At the very bottom of the pack, carefully arranged to support one another and the weight of the pack's contents, were several leather containers which held various salves. She could identify a few by smell or looks as being very similar to salves used at Metamor, and rather common elsewhere. She figured he had somehow magiced them, but assumed them to be otherwise unchanged from their basic natures. Gently removing one, a pale yellow cream smelling strongly of mint, she carefully began dabbing it on her numerous small wounds.

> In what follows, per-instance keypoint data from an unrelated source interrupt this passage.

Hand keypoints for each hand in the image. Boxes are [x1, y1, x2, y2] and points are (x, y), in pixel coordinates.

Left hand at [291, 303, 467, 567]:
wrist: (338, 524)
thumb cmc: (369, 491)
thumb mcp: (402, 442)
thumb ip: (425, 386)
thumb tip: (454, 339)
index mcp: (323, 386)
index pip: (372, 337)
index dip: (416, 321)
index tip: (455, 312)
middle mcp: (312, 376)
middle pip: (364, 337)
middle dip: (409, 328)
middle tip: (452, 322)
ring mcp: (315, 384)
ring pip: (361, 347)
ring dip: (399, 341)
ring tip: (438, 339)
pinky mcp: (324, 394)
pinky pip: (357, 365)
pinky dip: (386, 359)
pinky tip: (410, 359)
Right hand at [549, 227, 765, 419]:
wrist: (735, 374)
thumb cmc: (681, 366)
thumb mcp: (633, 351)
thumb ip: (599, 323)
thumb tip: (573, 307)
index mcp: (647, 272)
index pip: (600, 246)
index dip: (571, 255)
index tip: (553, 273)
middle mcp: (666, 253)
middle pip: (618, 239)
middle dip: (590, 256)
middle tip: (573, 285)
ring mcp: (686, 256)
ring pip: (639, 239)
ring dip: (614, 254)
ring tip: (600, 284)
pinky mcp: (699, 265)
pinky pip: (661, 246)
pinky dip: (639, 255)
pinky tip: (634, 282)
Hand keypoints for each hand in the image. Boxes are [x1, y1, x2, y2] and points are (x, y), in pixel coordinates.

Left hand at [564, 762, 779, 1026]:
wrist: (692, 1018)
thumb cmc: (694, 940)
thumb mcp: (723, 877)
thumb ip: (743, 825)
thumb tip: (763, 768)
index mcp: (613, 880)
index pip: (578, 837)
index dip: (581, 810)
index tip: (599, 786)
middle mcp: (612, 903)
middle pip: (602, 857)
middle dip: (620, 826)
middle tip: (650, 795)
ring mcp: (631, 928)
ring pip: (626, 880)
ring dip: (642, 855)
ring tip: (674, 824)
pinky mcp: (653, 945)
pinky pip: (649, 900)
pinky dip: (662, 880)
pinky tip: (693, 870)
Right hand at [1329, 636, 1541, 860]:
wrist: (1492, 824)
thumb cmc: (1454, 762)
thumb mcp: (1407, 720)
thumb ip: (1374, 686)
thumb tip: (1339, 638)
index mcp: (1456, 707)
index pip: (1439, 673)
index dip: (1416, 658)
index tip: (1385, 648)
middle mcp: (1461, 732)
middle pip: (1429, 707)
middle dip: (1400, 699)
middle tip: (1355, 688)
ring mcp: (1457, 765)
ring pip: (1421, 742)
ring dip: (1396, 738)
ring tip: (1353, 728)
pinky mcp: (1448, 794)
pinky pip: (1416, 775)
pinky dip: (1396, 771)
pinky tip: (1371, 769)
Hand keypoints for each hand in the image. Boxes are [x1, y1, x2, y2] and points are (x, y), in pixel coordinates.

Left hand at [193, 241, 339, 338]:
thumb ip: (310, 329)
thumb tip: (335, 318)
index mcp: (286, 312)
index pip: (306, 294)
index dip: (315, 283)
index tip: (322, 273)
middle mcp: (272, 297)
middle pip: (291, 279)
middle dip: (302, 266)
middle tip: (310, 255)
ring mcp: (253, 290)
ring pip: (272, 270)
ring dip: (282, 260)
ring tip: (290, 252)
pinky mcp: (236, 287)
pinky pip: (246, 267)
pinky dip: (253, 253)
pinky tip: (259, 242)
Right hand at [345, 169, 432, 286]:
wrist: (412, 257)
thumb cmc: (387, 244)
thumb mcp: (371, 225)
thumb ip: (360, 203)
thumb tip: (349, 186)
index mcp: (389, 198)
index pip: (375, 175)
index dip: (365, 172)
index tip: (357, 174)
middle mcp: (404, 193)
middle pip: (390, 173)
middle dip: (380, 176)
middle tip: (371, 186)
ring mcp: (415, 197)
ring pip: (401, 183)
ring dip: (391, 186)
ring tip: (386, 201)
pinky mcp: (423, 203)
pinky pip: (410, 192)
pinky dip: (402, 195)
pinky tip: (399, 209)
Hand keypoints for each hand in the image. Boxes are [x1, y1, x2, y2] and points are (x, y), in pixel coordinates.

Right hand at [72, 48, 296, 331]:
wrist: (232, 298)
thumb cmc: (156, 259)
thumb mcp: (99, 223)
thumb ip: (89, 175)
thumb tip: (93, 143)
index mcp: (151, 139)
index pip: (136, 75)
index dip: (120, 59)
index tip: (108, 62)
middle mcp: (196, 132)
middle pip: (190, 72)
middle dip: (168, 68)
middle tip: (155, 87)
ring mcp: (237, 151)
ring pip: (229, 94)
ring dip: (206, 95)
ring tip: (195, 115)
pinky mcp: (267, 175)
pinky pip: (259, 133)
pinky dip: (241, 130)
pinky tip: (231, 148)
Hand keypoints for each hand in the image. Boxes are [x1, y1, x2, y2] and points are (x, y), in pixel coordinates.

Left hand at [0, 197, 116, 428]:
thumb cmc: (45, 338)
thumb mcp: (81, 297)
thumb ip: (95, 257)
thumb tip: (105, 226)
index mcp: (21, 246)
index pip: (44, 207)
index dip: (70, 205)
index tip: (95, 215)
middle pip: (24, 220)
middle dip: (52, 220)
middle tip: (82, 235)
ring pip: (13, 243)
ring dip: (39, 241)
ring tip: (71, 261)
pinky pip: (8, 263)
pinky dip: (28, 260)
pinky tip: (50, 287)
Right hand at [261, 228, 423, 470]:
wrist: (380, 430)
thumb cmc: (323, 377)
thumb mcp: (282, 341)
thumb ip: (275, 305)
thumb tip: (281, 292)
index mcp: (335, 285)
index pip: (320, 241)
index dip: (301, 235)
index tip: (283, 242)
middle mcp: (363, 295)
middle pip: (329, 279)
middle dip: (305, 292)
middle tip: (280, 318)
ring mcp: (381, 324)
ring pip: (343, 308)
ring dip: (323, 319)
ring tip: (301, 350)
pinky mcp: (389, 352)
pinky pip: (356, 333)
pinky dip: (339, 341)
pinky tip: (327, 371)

He had magiced it all right, she found out rather rapidly. The effects were stunning, and nigh instantaneous. Flesh mended, pain vanished, and fur began to regrow within moments of a tiny application of the salve. She used a very small amount on her various hurts, removing almost all marks of the battle, even the bruises left from her first encounter, when she had been captured.
She thought about using it on the skunk's cut, but felt it would not be wise to affect whatever he was doing to himself in his trance. She knew enough of the stories about Metamor mages to even think about attempting to distract anyone working magic. She returned the container to Muri's pack, replacing the items she had removed, while watching him out of the corner of her eyes.
He did not move, save for the shallow rise and fall of his chest. His head was bowed forward, hands resting limply in his lap as water dripped from his whiskers. She could see that his would was looking better; the bleeding had stopped, and it appeared the flesh was knitting. Llyn smiled at that, a handy talent, as she made herself comfortable to one side. She sat where she could see him in her peripheral vision, which for a mink encompassed a rather broad area, and turned her attention toward the rain shrouded forest beyond the limits of their shelter.